Портрет Лескова был выставлен в феврале следующего года на передвижной выставке и произвел на писателя, приехавшего взглянуть на него еще раз, тягостное впечатление. Портрет был вставлен в черную раму, словно в кайму некролога. Вряд ли, однако, дело было только в раме, такое впечатление производит сам портрет. У старика в глазах предсмертное страдание и испуг, чувствуется, как тяжело ему дышать, с каким трудом вздымается при каждом вдохе его грудь под тяжелым полосатым халатом. А какие у него легкие, страшно легкие седые волосы. В них нет жизни. Они уже мертвы…
Серов писал портрет вскоре после того, как Лесков перенес тяжелую болезнь, от которой еще не совсем оправился, он был грустен и сосредоточен, словно мысль о том, что жизнь, трудная и сложная, прожита и смерть не за горами, не выходила из его головы. Но только год спустя, когда болезнь опять обострилась, он почувствовал, что именно эта мысль пронизывает портрет, увидел его на выставке в черной раме, и ему стало тяжело от нахлынувшего предчувствия. Произошло это 17 февраля, 21 февраля Лесков умер.
Сын Лескова, взглянув на портрет после смерти отца, сказал: «Безупречное, до жути острое сходство потрясает».

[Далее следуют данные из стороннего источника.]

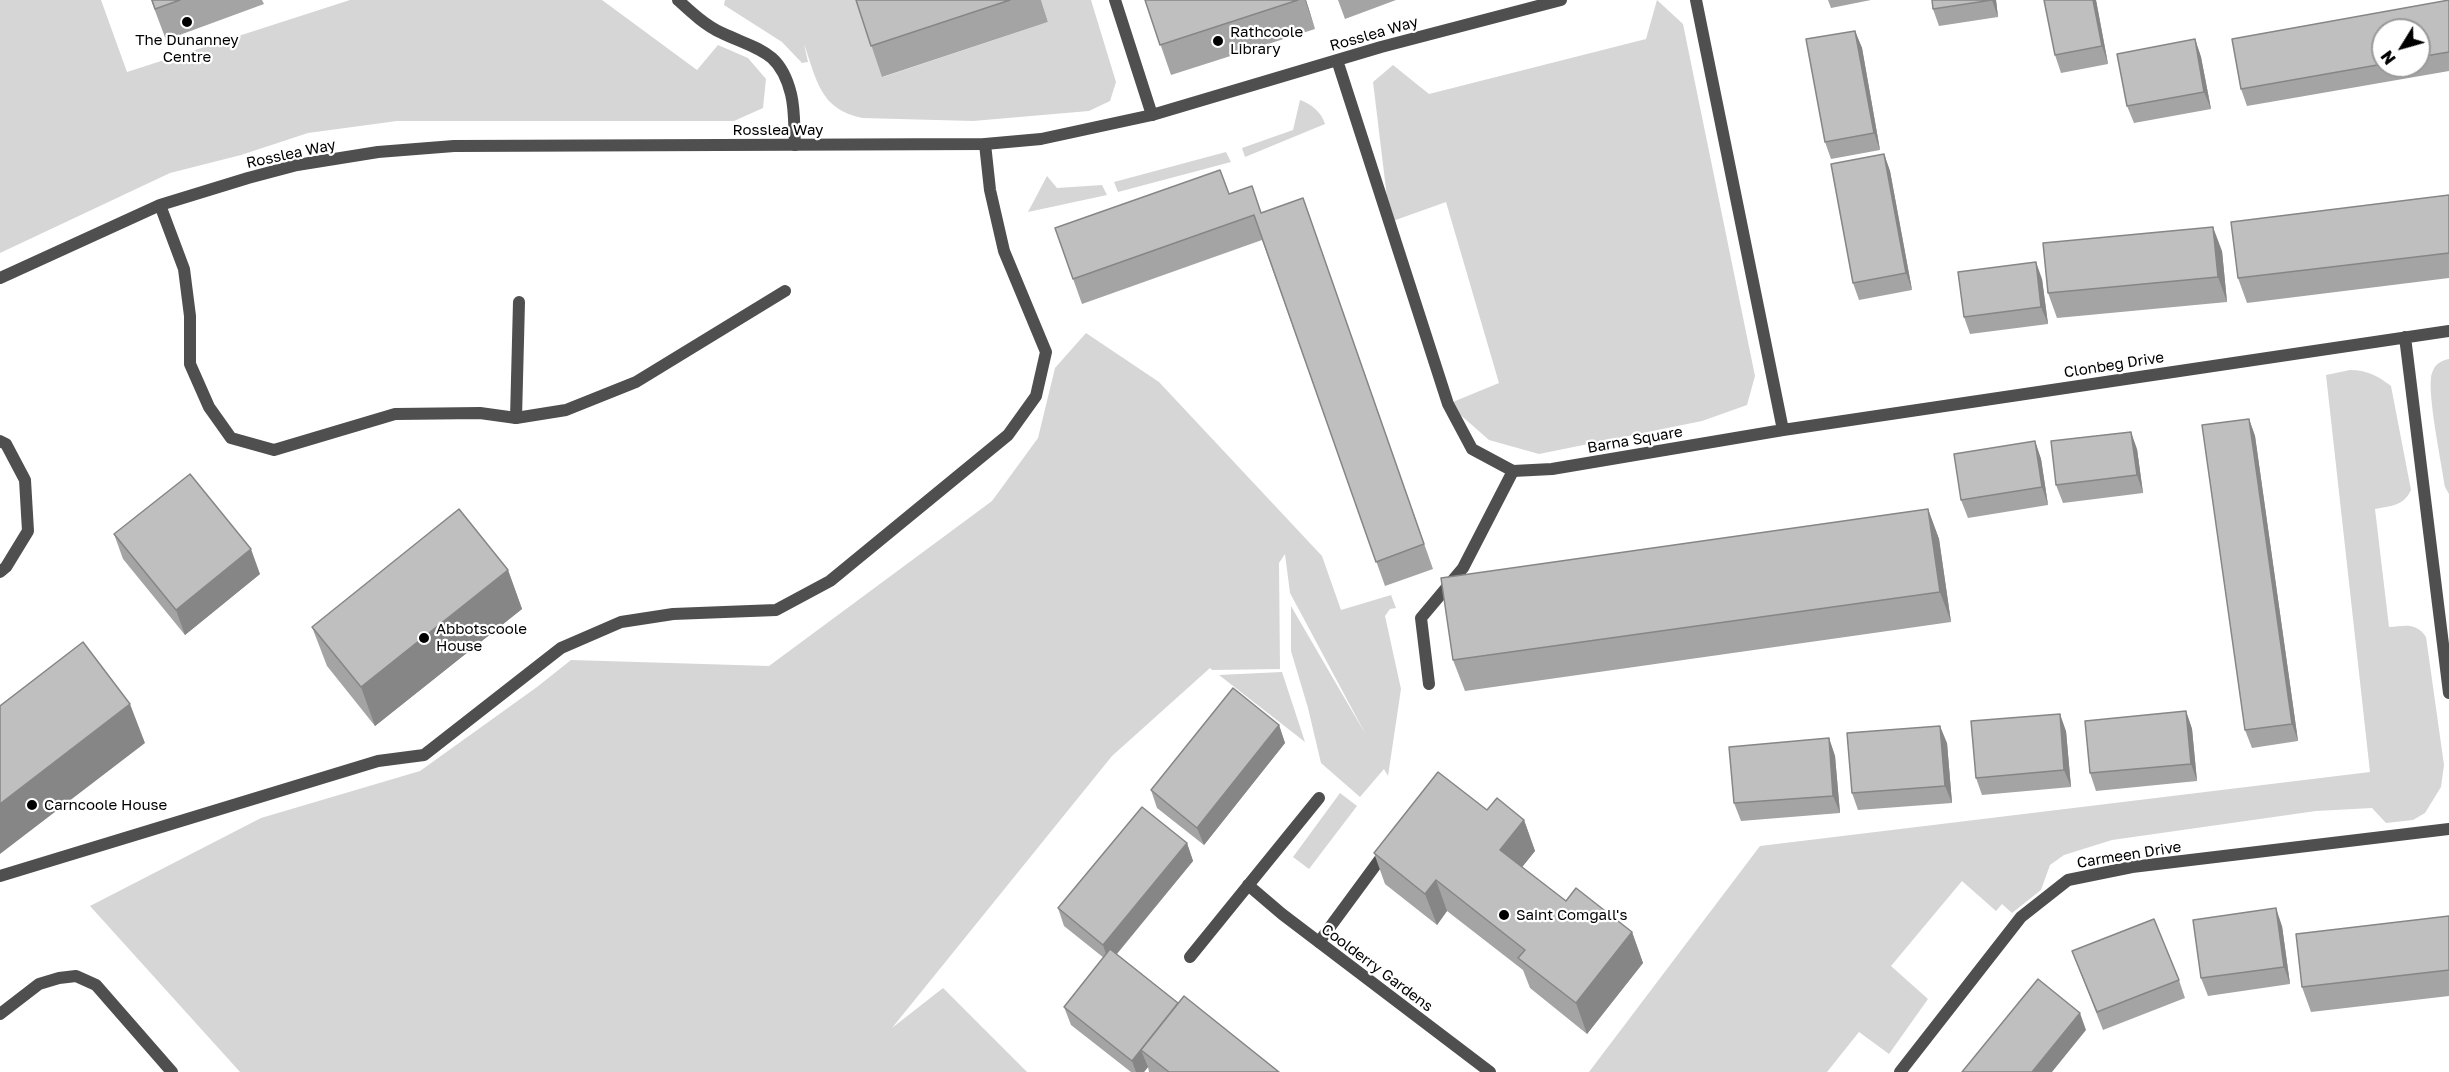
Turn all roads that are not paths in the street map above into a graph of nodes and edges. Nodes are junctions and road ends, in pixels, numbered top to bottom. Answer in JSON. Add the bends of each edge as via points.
{"nodes":[{"id":1,"x":678,"y":0,"type":"edge"},
{"id":2,"x":1115,"y":0,"type":"edge"},
{"id":3,"x":1561,"y":0,"type":"edge"},
{"id":4,"x":1696,"y":0,"type":"edge"},
{"id":5,"x":1337,"y":60,"type":"junction"},
{"id":6,"x":1152,"y":115,"type":"junction"},
{"id":7,"x":985,"y":144,"type":"junction"},
{"id":8,"x":795,"y":145,"type":"junction"},
{"id":9,"x":160,"y":205,"type":"junction"},
{"id":10,"x":0,"y":278,"type":"edge"},
{"id":11,"x":785,"y":291,"type":"dead end"},
{"id":12,"x":519,"y":302,"type":"dead end"},
{"id":13,"x":2449,"y":331,"type":"edge"},
{"id":14,"x":2405,"y":337,"type":"junction"},
{"id":15,"x":516,"y":418,"type":"junction"},
{"id":16,"x":1783,"y":430,"type":"junction"},
{"id":17,"x":0,"y":441,"type":"edge"},
{"id":18,"x":1513,"y":471,"type":"junction"},
{"id":19,"x":0,"y":572,"type":"edge"},
{"id":20,"x":1429,"y":684,"type":"dead end"},
{"id":21,"x":2449,"y":693,"type":"edge"},
{"id":22,"x":1319,"y":798,"type":"dead end"},
{"id":23,"x":2449,"y":829,"type":"edge"},
{"id":24,"x":1395,"y":839,"type":"edge"},
{"id":25,"x":0,"y":876,"type":"edge"},
{"id":26,"x":1248,"y":885,"type":"junction"},
{"id":27,"x":1319,"y":942,"type":"junction"},
{"id":28,"x":1190,"y":957,"type":"dead end"},
{"id":29,"x":0,"y":1014,"type":"edge"},
{"id":30,"x":172,"y":1072,"type":"edge"},
{"id":31,"x":1490,"y":1072,"type":"edge"},
{"id":32,"x":1900,"y":1072,"type":"edge"}],
"edges":[{"from":1,"to":8,"type":"street","via":[[721,33],[763,49],[783,71],[792,95]]},
{"from":2,"to":6,"type":"street"},
{"from":3,"to":5,"type":"street","name":"Rosslea Way"},
{"from":4,"to":16,"type":"street"},
{"from":5,"to":6,"type":"street","name":"Rosslea Way"},
{"from":5,"to":18,"type":"street","via":[[1448,404],[1472,449]]},
{"from":6,"to":7,"type":"street","name":"Rosslea Way","via":[[1041,139]]},
{"from":7,"to":8,"type":"street","name":"Rosslea Way"},
{"from":7,"to":25,"type":"street","via":[[990,190],[1004,251],[1046,352],[1036,396],[1008,435],[830,581],[776,610],[673,614],[621,622],[561,648],[424,754],[378,760]]},
{"from":8,"to":9,"type":"street","name":"Rosslea Way","via":[[454,146],[378,152],[297,165]]},
{"from":9,"to":10,"type":"street","name":"Rosslea Way"},
{"from":9,"to":15,"type":"street","via":[[184,269],[190,316],[190,364],[209,407],[231,438],[274,450],[395,414],[480,413]]},
{"from":11,"to":15,"type":"street","via":[[636,382],[566,411]]},
{"from":12,"to":15,"type":"street"},
{"from":13,"to":14,"type":"street","name":"Clonbeg Drive"},
{"from":14,"to":16,"type":"street","name":"Clonbeg Drive"},
{"from":14,"to":21,"type":"street"},
{"from":16,"to":18,"type":"street","name":"Barna Square","via":[[1552,469]]},
{"from":17,"to":19,"type":"street","via":[[6,444],[25,480],[28,531]]},
{"from":18,"to":20,"type":"street","via":[[1463,568],[1421,618]]},
{"from":22,"to":26,"type":"street"},
{"from":23,"to":32,"type":"street","name":"Carmeen Drive","via":[[2132,867],[2068,880],[2021,917]]},
{"from":24,"to":27,"type":"street"},
{"from":26,"to":27,"type":"street","name":"Coolderry Gardens"},
{"from":26,"to":28,"type":"street"},
{"from":27,"to":31,"type":"street","name":"Coolderry Gardens"},
{"from":29,"to":30,"type":"street","via":[[39,984],[76,976],[96,986]]}]}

В те же годы Серов написал еще несколько портретов, заказных и незаказных, исполненных более или менее удачно, но, во всяком случае, не выдающихся: Ильи Ефимовича Репина, историка Забелина, два портрета Людмилы Анатольевны Мамонтовой; летом 1892 года в Домотканове он написал портрет дочери Дервизов Лели, а следующим летом, в Крыму, портрет Львовой, владелицы дачи, где он жил около Бахчисарая, в местечке Кокозы. Там же он написал небольшую вещицу «Крымский дворик». Это очень тонкая живопись, рассматривание ее доставляет истинное наслаждение. И чувствуется, что писалась картина с наслаждением, так любовно и в то же время неназойливо выписаны подробности. Но, пожалуй, самым характерным в ней была не сама живопись.
Все русские художники, побывавшие в Крыму, видели то, что отличает Крым от России: безоблачное синее небо, живописные горы, блещущее на солнце море, кипарисы в лунном свете, и именно это писали. Даже Левитан не удержался от такого соблазна… Серов же увидел в Крыму то, что было дорого его сердцу в России: скромный дворик в татарском селении, простую каждодневную жизнь людей. И как замечательно вместе с тем передано своеобразие крымской природы: горячий неподвижный воздух полдня, раскаленные стены домов с их характерной архитектурой и этот понуро стоящий осел.
Серов в Крыму остался тем же Серовым, каким он был в Подмосковье.